Why don't you look at the first post again, and I will too. You are directly quoting from my site, with a link to ParkControl. Which apparently you have little appreciation for (though this data doesn't just get there by accident ;p).

EDIT: My review --

1. Excerpt from my site.
2. REG file linked to from my site.
3. Source mentioned as my site.

By 'my site' I mean the specific ParkControl page.


----------



## bitsum

Quote:


> Originally Posted by *NeoReaper*
> 
> Doesn't setting windows 10 to high performance disable core parking anyways? I know it didn't on 7 but I haven't seen a core park itself while on W10.


No, it does NOT, though it does depend on how have your power plan configured of course. But they still try to be GREEN in even the default Windows High Performance power plan, allowing both core parking and CPU frequency scaling.

Now, some OEMs of ultrabooks are locking down the power plans, and that is a different manner. However, usually those, for better or worse, allow core parking, though are for newer processors where it is at least now more efficient, after they moved them to on-chip management.

Going forward, it should hopefully be less of an issue, but the original implementation (OS managed) *was* very problematic to performance.

As a last note, I would like to say, I am not here to sell you ParkControl. It is a free project in that you can freely use it to adjust your core parking settings, or unhide them. It doesn't nag you with timed nags, and I don't expect people to buy it.

FURTHER, as I have said, if you scroll down the ParkControl page you will see all the information necessary to do this w/o registry hacks and entirely freely. I just want people to stop with the registry hacks, as that is so absurd... I mean, any site recommending a 'search and replace' of the GUID value, then reboot, is just ... so off, and lazy I suppose, since I publish how to do it right using powercfg.exe !

Ref: https://bitsum.com/product-update/intels-speed-shift-validates-parkcontrol-and-process-lasso/
Ref2: https://bitsum.com/parkcontrol (scroll down for free info!)

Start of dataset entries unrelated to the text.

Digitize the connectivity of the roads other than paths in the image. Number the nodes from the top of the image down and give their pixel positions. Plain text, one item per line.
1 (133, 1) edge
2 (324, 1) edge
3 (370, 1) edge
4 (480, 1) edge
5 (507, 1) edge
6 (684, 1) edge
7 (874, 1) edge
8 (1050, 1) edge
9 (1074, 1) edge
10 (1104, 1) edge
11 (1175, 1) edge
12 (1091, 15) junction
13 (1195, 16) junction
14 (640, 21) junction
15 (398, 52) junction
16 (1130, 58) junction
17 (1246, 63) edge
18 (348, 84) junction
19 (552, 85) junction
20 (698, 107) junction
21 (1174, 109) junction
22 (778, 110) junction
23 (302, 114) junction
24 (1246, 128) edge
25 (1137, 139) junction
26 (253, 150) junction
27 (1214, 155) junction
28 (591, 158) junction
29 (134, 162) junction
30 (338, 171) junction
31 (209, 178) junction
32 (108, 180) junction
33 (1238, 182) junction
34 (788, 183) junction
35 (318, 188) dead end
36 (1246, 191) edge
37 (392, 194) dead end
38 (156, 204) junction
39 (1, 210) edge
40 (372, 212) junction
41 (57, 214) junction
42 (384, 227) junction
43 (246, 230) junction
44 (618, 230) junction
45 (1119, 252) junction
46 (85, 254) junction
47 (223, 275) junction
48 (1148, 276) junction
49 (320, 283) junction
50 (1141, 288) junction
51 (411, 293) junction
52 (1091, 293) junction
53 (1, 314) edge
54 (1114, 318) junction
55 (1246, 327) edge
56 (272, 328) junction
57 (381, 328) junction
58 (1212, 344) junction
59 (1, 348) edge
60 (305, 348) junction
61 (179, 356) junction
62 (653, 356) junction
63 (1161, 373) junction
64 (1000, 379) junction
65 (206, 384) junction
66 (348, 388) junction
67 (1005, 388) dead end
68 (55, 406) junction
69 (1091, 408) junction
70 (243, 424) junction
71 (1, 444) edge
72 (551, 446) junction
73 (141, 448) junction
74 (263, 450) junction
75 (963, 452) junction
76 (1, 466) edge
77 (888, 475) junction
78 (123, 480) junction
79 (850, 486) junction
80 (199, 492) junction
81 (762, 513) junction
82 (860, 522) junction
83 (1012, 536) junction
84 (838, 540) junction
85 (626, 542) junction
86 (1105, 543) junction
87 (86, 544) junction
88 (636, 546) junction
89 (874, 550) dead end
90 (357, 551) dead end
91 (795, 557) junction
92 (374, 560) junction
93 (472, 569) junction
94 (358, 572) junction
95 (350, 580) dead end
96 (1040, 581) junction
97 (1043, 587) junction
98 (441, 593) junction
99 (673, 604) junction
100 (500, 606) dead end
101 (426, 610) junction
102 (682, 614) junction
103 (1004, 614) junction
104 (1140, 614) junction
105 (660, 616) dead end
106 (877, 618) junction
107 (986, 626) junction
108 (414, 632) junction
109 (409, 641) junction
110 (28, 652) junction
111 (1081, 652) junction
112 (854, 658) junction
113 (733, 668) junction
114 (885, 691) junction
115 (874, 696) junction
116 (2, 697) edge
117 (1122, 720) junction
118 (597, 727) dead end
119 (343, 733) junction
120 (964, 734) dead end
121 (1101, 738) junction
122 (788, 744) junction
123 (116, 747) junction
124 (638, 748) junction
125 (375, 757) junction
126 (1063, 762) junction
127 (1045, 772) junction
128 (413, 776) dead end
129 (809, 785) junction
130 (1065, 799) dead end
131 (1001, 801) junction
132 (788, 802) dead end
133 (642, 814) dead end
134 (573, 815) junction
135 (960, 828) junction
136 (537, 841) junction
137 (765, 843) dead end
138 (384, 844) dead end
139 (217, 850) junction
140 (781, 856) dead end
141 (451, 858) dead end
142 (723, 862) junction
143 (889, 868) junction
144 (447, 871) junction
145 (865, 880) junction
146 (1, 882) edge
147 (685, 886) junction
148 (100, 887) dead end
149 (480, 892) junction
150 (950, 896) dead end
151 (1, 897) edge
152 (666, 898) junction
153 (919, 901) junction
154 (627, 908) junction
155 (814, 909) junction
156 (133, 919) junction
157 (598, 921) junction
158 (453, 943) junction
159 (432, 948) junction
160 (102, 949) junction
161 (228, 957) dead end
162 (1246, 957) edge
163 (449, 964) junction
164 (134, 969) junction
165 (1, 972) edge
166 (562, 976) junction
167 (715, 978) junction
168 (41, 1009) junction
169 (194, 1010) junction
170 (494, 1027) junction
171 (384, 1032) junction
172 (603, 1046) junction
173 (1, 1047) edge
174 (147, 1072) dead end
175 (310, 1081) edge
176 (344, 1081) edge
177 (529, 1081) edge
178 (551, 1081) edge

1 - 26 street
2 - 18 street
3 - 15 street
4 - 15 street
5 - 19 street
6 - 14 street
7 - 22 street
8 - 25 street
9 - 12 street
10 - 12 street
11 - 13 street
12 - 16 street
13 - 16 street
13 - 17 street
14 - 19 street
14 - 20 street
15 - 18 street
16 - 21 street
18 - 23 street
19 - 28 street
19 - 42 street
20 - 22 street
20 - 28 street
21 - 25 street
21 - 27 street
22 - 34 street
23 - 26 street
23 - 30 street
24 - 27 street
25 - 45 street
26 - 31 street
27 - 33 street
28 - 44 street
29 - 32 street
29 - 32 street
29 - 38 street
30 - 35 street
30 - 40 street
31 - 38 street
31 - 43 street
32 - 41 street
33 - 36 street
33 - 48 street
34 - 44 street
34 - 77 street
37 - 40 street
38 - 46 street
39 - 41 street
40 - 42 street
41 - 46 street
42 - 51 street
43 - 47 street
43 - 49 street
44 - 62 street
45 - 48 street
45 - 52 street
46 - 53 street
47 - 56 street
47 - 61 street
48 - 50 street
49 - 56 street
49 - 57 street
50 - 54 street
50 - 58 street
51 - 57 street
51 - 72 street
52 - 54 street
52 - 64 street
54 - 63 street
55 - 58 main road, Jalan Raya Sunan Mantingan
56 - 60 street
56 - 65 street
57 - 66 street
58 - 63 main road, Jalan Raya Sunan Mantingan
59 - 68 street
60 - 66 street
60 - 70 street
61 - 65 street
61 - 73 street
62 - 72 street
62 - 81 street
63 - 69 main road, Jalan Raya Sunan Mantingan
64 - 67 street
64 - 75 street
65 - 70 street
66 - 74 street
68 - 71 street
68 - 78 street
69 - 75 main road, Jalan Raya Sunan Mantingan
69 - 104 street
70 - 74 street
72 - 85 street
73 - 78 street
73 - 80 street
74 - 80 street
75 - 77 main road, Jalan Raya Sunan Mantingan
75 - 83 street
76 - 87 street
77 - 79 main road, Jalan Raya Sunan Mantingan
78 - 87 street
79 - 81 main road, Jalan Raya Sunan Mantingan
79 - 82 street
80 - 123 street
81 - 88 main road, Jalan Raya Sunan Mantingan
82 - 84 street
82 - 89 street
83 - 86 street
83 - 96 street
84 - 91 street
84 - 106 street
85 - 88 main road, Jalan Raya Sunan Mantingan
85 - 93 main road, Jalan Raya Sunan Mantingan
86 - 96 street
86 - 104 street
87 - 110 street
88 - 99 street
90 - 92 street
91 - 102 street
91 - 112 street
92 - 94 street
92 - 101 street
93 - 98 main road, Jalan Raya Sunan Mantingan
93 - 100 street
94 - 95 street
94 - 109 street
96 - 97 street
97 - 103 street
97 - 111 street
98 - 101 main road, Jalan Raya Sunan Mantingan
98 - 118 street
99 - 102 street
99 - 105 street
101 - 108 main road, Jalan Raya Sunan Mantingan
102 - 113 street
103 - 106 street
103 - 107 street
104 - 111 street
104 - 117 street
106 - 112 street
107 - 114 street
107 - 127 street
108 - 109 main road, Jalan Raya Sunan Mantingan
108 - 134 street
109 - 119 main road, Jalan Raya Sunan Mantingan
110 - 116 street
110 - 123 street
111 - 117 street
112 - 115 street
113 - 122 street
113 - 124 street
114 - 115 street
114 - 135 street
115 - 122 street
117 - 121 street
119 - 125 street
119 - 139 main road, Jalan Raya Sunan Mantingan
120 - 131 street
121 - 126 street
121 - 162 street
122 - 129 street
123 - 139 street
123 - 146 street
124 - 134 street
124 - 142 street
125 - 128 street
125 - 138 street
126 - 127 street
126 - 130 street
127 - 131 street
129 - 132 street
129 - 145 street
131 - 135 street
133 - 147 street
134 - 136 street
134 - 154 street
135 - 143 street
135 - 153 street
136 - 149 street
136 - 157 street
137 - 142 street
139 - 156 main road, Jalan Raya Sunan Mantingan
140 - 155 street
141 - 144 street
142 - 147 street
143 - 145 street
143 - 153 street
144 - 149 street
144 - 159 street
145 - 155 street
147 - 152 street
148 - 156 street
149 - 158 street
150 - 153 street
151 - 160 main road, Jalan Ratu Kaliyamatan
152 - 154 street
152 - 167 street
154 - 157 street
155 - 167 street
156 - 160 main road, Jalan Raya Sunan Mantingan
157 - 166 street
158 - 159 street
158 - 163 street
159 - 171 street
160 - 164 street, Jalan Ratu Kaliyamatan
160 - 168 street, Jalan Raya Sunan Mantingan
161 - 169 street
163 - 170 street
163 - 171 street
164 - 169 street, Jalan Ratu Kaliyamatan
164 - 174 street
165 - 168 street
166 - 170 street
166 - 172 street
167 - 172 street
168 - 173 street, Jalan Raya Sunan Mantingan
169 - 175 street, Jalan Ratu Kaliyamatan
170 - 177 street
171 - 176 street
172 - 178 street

p.s. The previously mentioned REG file by the OP has now been updated to include MANY MORE core parking parameters, though it's also been moved in-product, freely (no Pro).


----------



## bitsum

Quote:


> Originally Posted by *TheMafia*
> 
> Not sure where i should have posted this, but it does directly effect your CPU utilization. Just wanted everyone to know, as i purchased the CPU i have and do not like the fact that any software or hardware might be limiting what i can pull from it, im sure im not alone in this fact.
> 
> In efforts to make ARMA run faster (wicked bad engine, no optimization) I found a guide that enlightened me to windows' core parking, described below.
> 
> The effects of disabling it are immediate. all cores are active at all times, task splitting between cores is better. performance increase is noticeable. So, now if windows decides to switch jobs between cores, it wont be switched to a core thats 'parked' (lower power consumption lower performance). You should see a difference in your CPU graphs right away.
> 
> *About core parking:*
> *Changing the setting*
> 
> *1. Get the REG file*
> 
> REG File to enable view of core parking settings in advanced power options in windows (safe, i tested it)
> *2. Find the setting and change it to 100%*
> 
> Start -> Control Panel -> Power Options -> 'Change Plan settings' -> 'Change advanced power settings' -> Processor Power Management -> Processor performance core parking mine cores -> Set 'Setting' to 100%
> 
> Sets the *minimum number of unparked cores*, all of them should be unparked, thus 100%
> 
> Source: https://bitsum.com/parkcontrol/


In case it is edited, I figured I'd preserve the OP. If literally copying my content and linking to my site doesn't entitle me to post, then that's fine. I will abide by any rules, but it's a bit odd. Why the hate? I was one of the first out there educating consumers about this, which is why you took excerpts and info from my site. I don't force you to buy any software, which is why I publish how to do it yourself freely, and further the Pro features are *entirely* optional.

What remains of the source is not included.